Problem to work on:
What is needed is a word-for-word copy of all the entries, minus the pictures.

Provided data:
^^^^^^^^

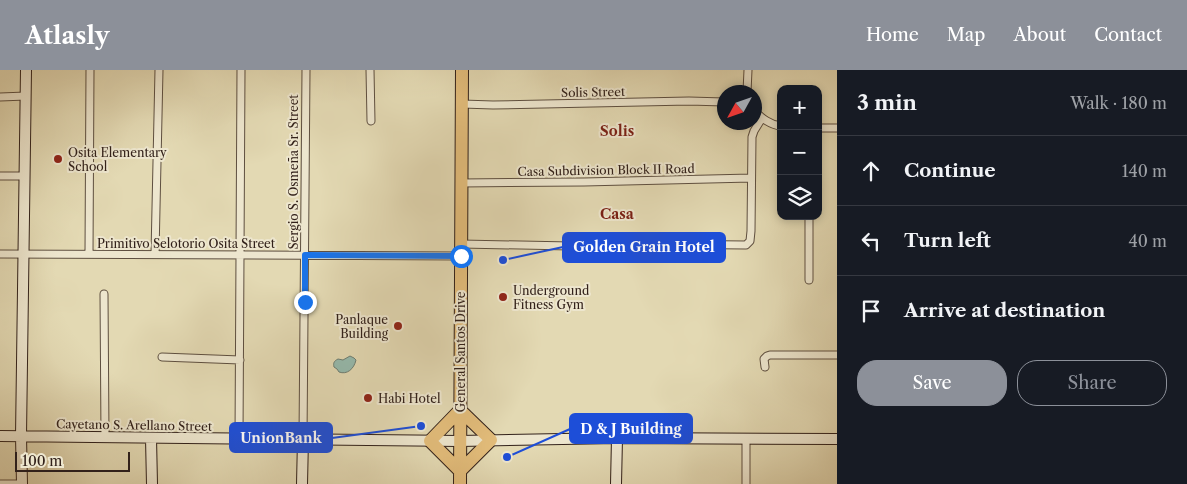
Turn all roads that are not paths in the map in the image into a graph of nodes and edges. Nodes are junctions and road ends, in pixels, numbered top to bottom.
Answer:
1 (26, 70) edge
2 (90, 70) edge
3 (159, 70) edge
4 (241, 70) edge
5 (306, 70) edge
6 (370, 70) edge
7 (462, 70) edge
8 (748, 70) edge
9 (748, 85) edge
10 (26, 96) junction
11 (0, 97) edge
12 (717, 102) edge
13 (462, 104) junction
14 (762, 118) edge
15 (371, 121) dead end
16 (777, 126) edge
17 (822, 128) edge
18 (837, 128) edge
19 (754, 130) edge
20 (0, 176) edge
21 (25, 176) junction
22 (751, 178) junction
23 (461, 183) junction
24 (809, 220) edge
25 (461, 250) junction
26 (0, 254) edge
27 (24, 254) junction
28 (90, 254) junction
29 (155, 254) junction
30 (240, 255) junction
31 (305, 255) junction
32 (809, 280) dead end
33 (104, 294) dead end
34 (837, 355) edge
35 (162, 357) dead end
36 (240, 360) junction
37 (765, 366) dead end
38 (460, 410) junction
39 (0, 436) edge
40 (21, 436) junction
41 (105, 437) junction
42 (151, 438) junction
43 (617, 438) junction
44 (239, 439) junction
45 (303, 439) junction
46 (746, 439) junction
47 (837, 439) edge
48 (491, 440) junction
49 (430, 441) junction
50 (460, 441) junction
51 (460, 478) edge
52 (0, 484) edge
53 (22, 484) edge
54 (152, 484) edge
55 (302, 484) edge
56 (616, 484) edge
57 (746, 484) edge

1 - 10 street
2 - 28 street
3 - 29 street
4 - 30 street
5 - 31 street, Sergio S. Osmeña Sr. Street
6 - 15 street
7 - 13 highway, General Santos Drive
8 - 9 street
10 - 11 street
10 - 21 street
12 - 13 street, Solis Street
13 - 23 highway, General Santos Drive
14 - 16 street
17 - 18 street
19 - 22 street
20 - 21 street
21 - 27 street
22 - 23 street, Casa Subdivision Block II Road
22 - 25 street, Primitivo Selotorio Osita Street
23 - 25 highway, General Santos Drive
24 - 32 street
25 - 31 street, Primitivo Selotorio Osita Street
25 - 38 highway, General Santos Drive
26 - 27 street, Primitivo Selotorio Osita Street
27 - 28 street, Primitivo Selotorio Osita Street
27 - 40 street
28 - 29 street, Primitivo Selotorio Osita Street
29 - 30 street, Primitivo Selotorio Osita Street
30 - 31 street, Primitivo Selotorio Osita Street
30 - 36 street
31 - 45 street, Sergio S. Osmeña Sr. Street
33 - 41 street
34 - 37 street
35 - 36 street
36 - 44 street
38 - 48 highway
38 - 49 highway
38 - 50 highway, General Santos Drive
39 - 40 street, Cayetano S. Arellano Street
40 - 41 street, Cayetano S. Arellano Street
40 - 53 street
41 - 42 street, Cayetano S. Arellano Street
42 - 44 street, Cayetano S. Arellano Street
42 - 54 street
43 - 46 street, Cayetano S. Arellano Street
43 - 48 street, Cayetano S. Arellano Street
43 - 56 street
44 - 45 street, Cayetano S. Arellano Street
45 - 49 street, Cayetano S. Arellano Street
45 - 55 street, Sergio S. Osmeña Sr. Street
46 - 47 street, Cayetano S. Arellano Street
46 - 57 street
48 - 50 street, Cayetano S. Arellano Street
48 - 51 highway
49 - 50 street, Cayetano S. Arellano Street
49 - 51 highway
50 - 51 highway, General Santos Drive
52 - 53 street

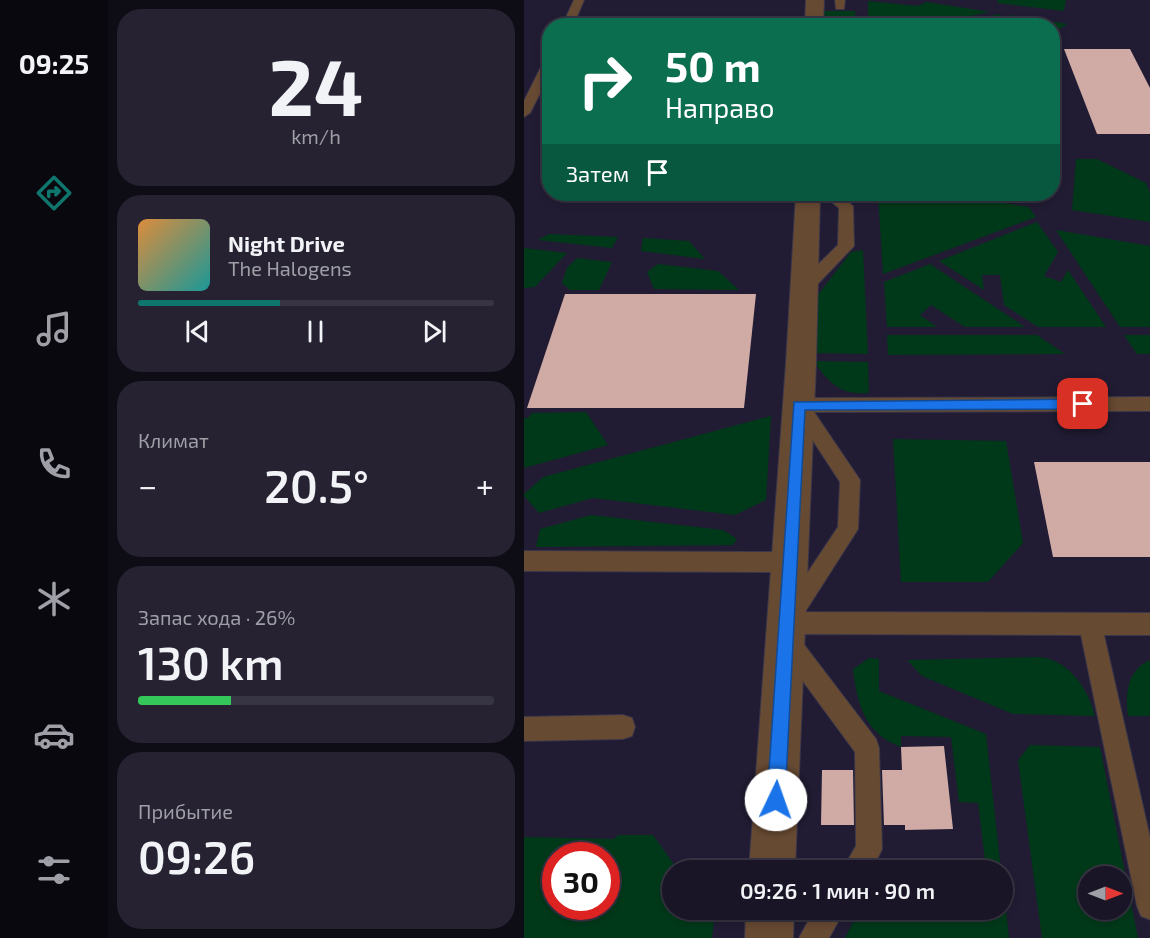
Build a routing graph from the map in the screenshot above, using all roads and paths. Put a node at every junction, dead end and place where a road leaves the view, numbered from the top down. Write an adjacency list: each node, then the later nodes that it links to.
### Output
1 (579, 0): 3 (lane)
2 (815, 0): 4 (street)
3 (571, 18)
4 (814, 18)
5 (542, 76): 6 (lane)
6 (524, 113)
7 (808, 201): 9 (street)
8 (839, 201): 9 (lane)
9 (804, 288): 11 (street)
10 (1151, 404): 11 (lane)
11 (799, 405): 13 (street); 16 (lane)
12 (524, 561): 13 (lane)
13 (789, 562): 16 (street)
14 (1090, 624): 15 (lane); 16 (lane); 21 (lane)
15 (1151, 624)
16 (785, 630): 19 (street); 20 (lane)
17 (623, 727): 18 (lane)
18 (524, 729)
19 (773, 860)
20 (862, 860)
21 (1151, 906)
22 (770, 920): 24 (street)
23 (824, 920): 25 (lane)
24 (769, 938)
25 (813, 938)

^^^^^^^^

Solution to the exercise:
Turn all roads that are not paths in the map in the image into a graph of nodes and edges. Nodes are junctions and road ends, in pixels, numbered top to bottom.
Answer:
1 (26, 70) edge
2 (90, 70) edge
3 (159, 70) edge
4 (241, 70) edge
5 (306, 70) edge
6 (370, 70) edge
7 (462, 70) edge
8 (748, 70) edge
9 (748, 85) edge
10 (26, 96) junction
11 (0, 97) edge
12 (717, 102) edge
13 (462, 104) junction
14 (762, 118) edge
15 (371, 121) dead end
16 (777, 126) edge
17 (822, 128) edge
18 (837, 128) edge
19 (754, 130) edge
20 (0, 176) edge
21 (25, 176) junction
22 (751, 178) junction
23 (461, 183) junction
24 (809, 220) edge
25 (461, 250) junction
26 (0, 254) edge
27 (24, 254) junction
28 (90, 254) junction
29 (155, 254) junction
30 (240, 255) junction
31 (305, 255) junction
32 (809, 280) dead end
33 (104, 294) dead end
34 (837, 355) edge
35 (162, 357) dead end
36 (240, 360) junction
37 (765, 366) dead end
38 (460, 410) junction
39 (0, 436) edge
40 (21, 436) junction
41 (105, 437) junction
42 (151, 438) junction
43 (617, 438) junction
44 (239, 439) junction
45 (303, 439) junction
46 (746, 439) junction
47 (837, 439) edge
48 (491, 440) junction
49 (430, 441) junction
50 (460, 441) junction
51 (460, 478) edge
52 (0, 484) edge
53 (22, 484) edge
54 (152, 484) edge
55 (302, 484) edge
56 (616, 484) edge
57 (746, 484) edge

1 - 10 street
2 - 28 street
3 - 29 street
4 - 30 street
5 - 31 street, Sergio S. Osmeña Sr. Street
6 - 15 street
7 - 13 highway, General Santos Drive
8 - 9 street
10 - 11 street
10 - 21 street
12 - 13 street, Solis Street
13 - 23 highway, General Santos Drive
14 - 16 street
17 - 18 street
19 - 22 street
20 - 21 street
21 - 27 street
22 - 23 street, Casa Subdivision Block II Road
22 - 25 street, Primitivo Selotorio Osita Street
23 - 25 highway, General Santos Drive
24 - 32 street
25 - 31 street, Primitivo Selotorio Osita Street
25 - 38 highway, General Santos Drive
26 - 27 street, Primitivo Selotorio Osita Street
27 - 28 street, Primitivo Selotorio Osita Street
27 - 40 street
28 - 29 street, Primitivo Selotorio Osita Street
29 - 30 street, Primitivo Selotorio Osita Street
30 - 31 street, Primitivo Selotorio Osita Street
30 - 36 street
31 - 45 street, Sergio S. Osmeña Sr. Street
33 - 41 street
34 - 37 street
35 - 36 street
36 - 44 street
38 - 48 highway
38 - 49 highway
38 - 50 highway, General Santos Drive
39 - 40 street, Cayetano S. Arellano Street
40 - 41 street, Cayetano S. Arellano Street
40 - 53 street
41 - 42 street, Cayetano S. Arellano Street
42 - 44 street, Cayetano S. Arellano Street
42 - 54 street
43 - 46 street, Cayetano S. Arellano Street
43 - 48 street, Cayetano S. Arellano Street
43 - 56 street
44 - 45 street, Cayetano S. Arellano Street
45 - 49 street, Cayetano S. Arellano Street
45 - 55 street, Sergio S. Osmeña Sr. Street
46 - 47 street, Cayetano S. Arellano Street
46 - 57 street
48 - 50 street, Cayetano S. Arellano Street
48 - 51 highway
49 - 50 street, Cayetano S. Arellano Street
49 - 51 highway
50 - 51 highway, General Santos Drive
52 - 53 street

Build a routing graph from the map in the screenshot above, using all roads and paths. Put a node at every junction, dead end and place where a road leaves the view, numbered from the top down. Write an adjacency list: each node, then the later nodes that it links to.
### Output
1 (579, 0): 3 (lane)
2 (815, 0): 4 (street)
3 (571, 18)
4 (814, 18)
5 (542, 76): 6 (lane)
6 (524, 113)
7 (808, 201): 9 (street)
8 (839, 201): 9 (lane)
9 (804, 288): 11 (street)
10 (1151, 404): 11 (lane)
11 (799, 405): 13 (street); 16 (lane)
12 (524, 561): 13 (lane)
13 (789, 562): 16 (street)
14 (1090, 624): 15 (lane); 16 (lane); 21 (lane)
15 (1151, 624)
16 (785, 630): 19 (street); 20 (lane)
17 (623, 727): 18 (lane)
18 (524, 729)
19 (773, 860)
20 (862, 860)
21 (1151, 906)
22 (770, 920): 24 (street)
23 (824, 920): 25 (lane)
24 (769, 938)
25 (813, 938)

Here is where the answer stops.